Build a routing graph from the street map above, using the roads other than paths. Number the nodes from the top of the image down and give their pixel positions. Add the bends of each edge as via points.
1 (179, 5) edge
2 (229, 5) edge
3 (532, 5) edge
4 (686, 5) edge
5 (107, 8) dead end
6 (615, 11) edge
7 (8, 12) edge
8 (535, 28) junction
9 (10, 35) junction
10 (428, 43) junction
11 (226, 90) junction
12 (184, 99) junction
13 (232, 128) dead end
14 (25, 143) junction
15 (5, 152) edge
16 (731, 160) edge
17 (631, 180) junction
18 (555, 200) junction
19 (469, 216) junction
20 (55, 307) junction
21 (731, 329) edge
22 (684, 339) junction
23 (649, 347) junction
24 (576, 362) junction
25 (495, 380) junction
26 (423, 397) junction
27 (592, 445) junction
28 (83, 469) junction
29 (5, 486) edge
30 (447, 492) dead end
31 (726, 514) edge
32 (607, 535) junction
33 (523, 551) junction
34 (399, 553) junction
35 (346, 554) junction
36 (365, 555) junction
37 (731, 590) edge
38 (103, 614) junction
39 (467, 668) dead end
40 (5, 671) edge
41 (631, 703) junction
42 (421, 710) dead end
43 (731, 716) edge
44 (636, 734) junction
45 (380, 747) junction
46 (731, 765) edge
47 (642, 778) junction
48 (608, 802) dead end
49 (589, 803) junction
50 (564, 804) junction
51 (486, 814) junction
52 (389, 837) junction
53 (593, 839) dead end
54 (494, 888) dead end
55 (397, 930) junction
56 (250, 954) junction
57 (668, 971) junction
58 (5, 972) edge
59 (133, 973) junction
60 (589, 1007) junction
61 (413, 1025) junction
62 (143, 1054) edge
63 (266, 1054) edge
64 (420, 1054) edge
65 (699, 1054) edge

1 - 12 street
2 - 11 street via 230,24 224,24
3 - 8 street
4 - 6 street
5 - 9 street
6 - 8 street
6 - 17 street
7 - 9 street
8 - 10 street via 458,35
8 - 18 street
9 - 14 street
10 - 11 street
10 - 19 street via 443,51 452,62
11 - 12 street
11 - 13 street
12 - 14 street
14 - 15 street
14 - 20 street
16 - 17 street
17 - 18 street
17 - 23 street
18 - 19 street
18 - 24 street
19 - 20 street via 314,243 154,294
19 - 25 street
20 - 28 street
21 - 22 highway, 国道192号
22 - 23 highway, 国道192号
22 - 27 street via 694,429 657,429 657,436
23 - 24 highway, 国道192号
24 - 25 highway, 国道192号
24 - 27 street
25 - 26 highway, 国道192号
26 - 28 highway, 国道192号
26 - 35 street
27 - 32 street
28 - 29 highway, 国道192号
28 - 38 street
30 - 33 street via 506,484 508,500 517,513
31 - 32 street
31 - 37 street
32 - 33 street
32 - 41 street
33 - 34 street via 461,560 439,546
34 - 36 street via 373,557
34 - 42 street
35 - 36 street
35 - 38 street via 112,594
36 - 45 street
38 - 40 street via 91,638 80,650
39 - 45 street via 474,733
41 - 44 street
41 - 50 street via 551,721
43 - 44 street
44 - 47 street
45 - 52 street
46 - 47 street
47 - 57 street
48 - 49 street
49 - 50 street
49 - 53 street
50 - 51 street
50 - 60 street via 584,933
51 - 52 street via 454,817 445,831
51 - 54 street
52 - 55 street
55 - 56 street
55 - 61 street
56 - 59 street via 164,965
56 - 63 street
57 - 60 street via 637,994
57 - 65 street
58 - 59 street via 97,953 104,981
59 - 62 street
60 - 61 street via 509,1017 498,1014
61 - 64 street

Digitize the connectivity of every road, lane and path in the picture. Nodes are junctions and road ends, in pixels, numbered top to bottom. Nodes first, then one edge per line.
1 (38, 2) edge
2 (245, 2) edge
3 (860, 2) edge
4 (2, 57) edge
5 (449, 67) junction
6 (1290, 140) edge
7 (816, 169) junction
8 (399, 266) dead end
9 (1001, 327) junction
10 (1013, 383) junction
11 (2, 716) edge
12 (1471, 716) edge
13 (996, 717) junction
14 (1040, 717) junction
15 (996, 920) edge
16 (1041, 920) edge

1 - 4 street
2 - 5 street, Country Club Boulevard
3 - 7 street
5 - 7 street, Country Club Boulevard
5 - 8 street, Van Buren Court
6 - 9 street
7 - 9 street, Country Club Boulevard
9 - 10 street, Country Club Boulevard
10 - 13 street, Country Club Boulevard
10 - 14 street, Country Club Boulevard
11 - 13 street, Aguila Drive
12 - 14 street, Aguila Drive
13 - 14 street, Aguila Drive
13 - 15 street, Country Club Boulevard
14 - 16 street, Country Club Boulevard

^^^^

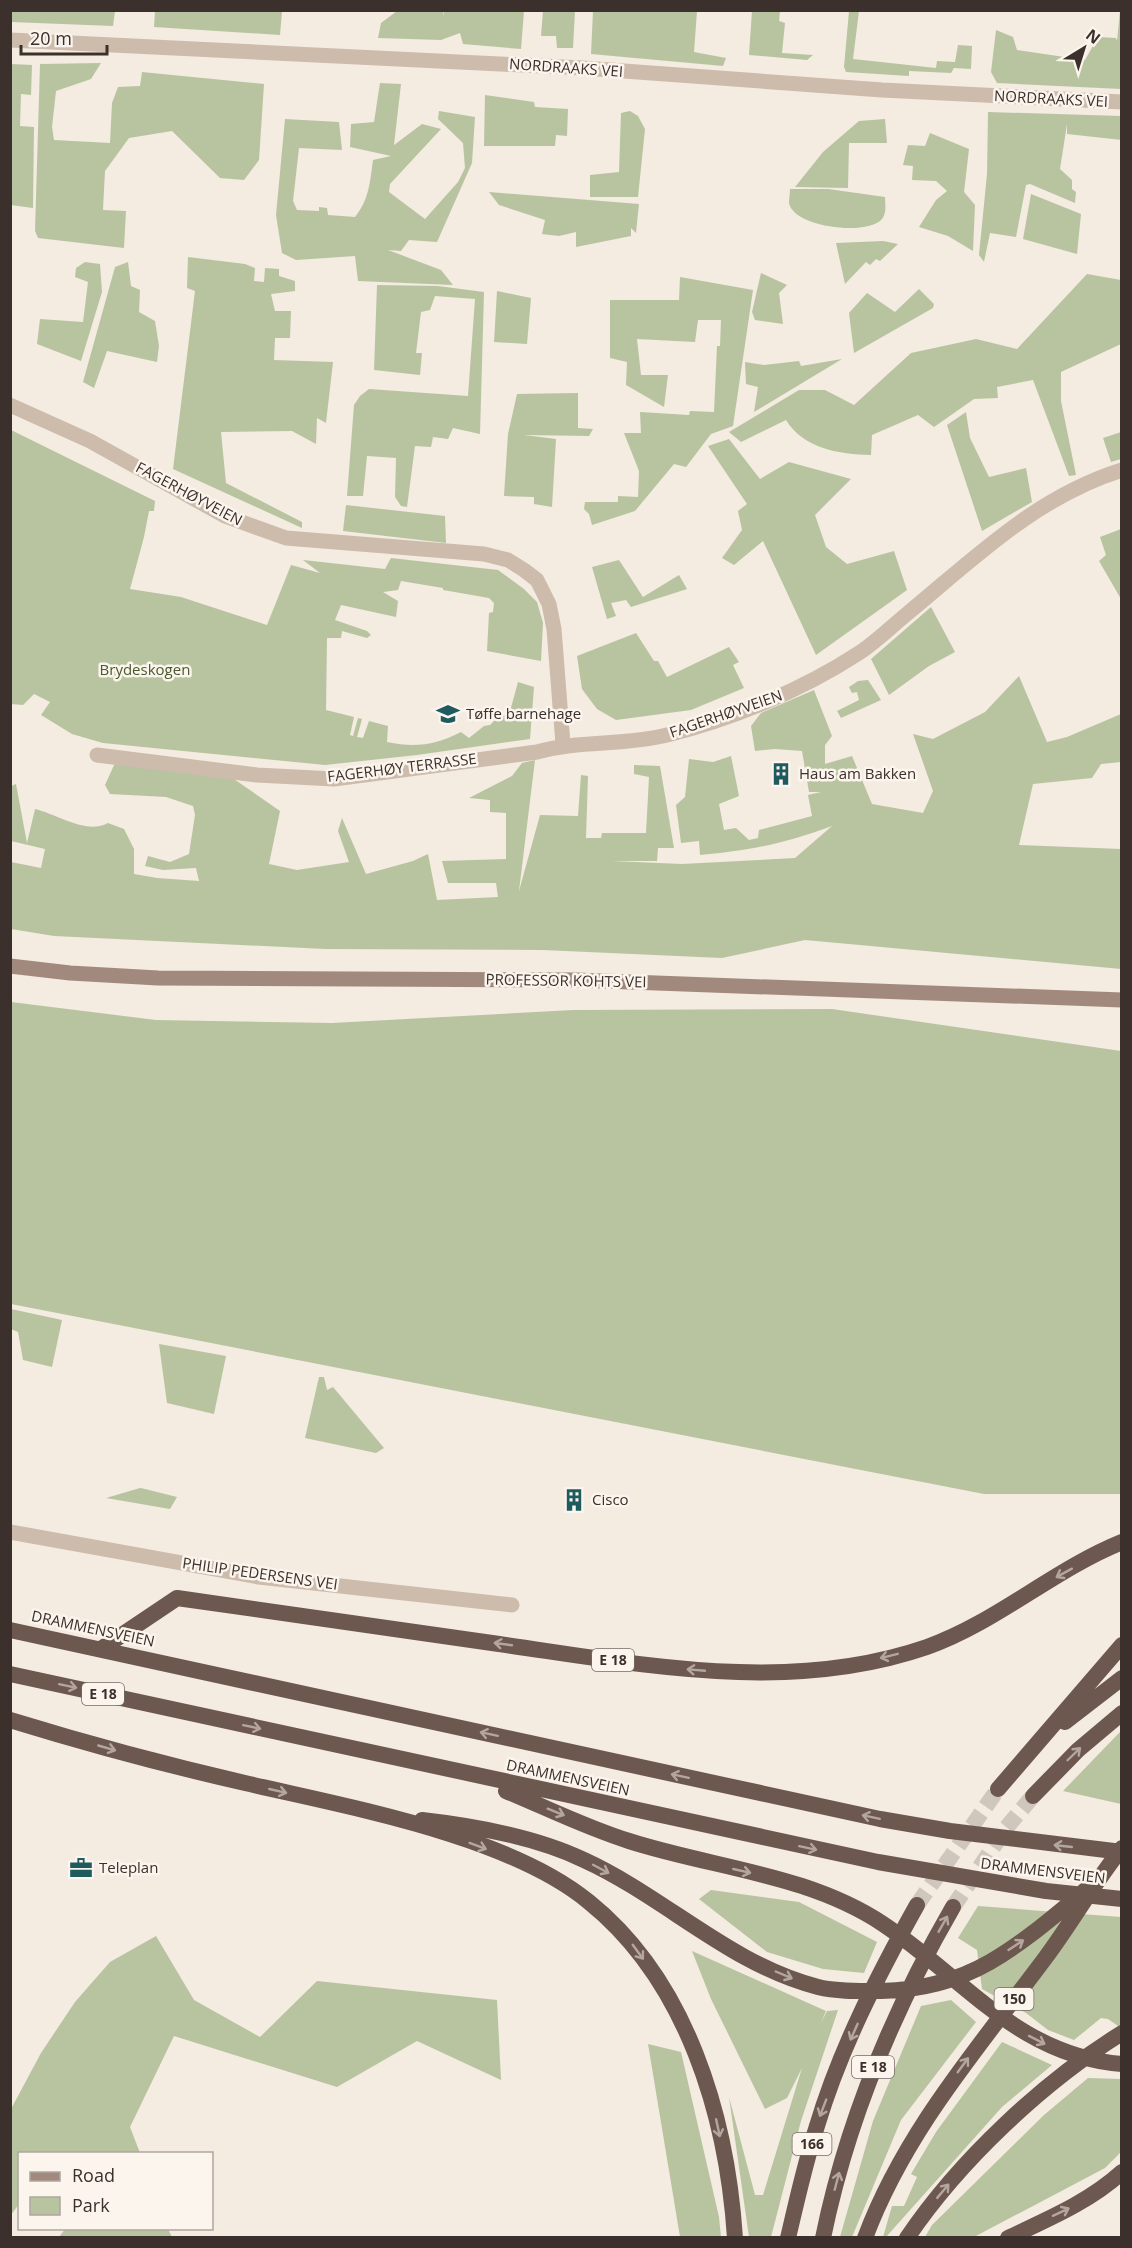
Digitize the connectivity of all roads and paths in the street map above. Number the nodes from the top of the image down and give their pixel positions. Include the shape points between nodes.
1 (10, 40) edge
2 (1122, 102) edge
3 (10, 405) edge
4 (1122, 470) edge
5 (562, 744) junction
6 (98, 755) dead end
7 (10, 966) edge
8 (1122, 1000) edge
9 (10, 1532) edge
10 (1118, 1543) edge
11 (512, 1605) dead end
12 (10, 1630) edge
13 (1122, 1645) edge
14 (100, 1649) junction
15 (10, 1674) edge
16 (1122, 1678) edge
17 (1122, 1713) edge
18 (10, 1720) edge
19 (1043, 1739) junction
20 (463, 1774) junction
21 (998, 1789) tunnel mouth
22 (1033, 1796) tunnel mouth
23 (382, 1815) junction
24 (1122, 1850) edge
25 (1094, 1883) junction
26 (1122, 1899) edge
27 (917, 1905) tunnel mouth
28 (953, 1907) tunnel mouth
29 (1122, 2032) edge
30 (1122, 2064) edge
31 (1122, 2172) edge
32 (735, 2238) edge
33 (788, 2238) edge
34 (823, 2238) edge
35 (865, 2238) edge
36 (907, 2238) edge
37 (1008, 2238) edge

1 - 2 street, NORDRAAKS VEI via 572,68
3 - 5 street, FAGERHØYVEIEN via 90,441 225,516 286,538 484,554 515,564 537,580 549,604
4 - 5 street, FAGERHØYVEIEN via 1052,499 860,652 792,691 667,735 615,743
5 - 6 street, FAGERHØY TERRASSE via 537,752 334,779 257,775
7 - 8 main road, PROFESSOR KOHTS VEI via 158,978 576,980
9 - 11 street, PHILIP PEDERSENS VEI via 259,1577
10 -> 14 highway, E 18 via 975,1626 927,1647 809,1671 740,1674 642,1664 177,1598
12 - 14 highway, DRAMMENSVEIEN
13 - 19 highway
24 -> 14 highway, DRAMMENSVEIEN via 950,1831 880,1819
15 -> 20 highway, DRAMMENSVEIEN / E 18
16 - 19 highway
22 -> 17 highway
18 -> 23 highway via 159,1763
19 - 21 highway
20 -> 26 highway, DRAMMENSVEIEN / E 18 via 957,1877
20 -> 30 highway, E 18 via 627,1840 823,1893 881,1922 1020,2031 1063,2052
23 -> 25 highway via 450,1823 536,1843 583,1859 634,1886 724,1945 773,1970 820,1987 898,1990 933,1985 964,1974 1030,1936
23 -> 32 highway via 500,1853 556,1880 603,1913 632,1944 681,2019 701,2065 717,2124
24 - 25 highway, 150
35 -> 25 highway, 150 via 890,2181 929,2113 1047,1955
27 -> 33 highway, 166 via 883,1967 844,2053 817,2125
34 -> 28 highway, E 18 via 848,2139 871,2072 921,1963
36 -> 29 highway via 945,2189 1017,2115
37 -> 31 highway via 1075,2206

^^^^

**Exercise prompt**
Among the entries above, how many lines hold the string "dead"? Give the number by itself.

**Solution to the problem**
11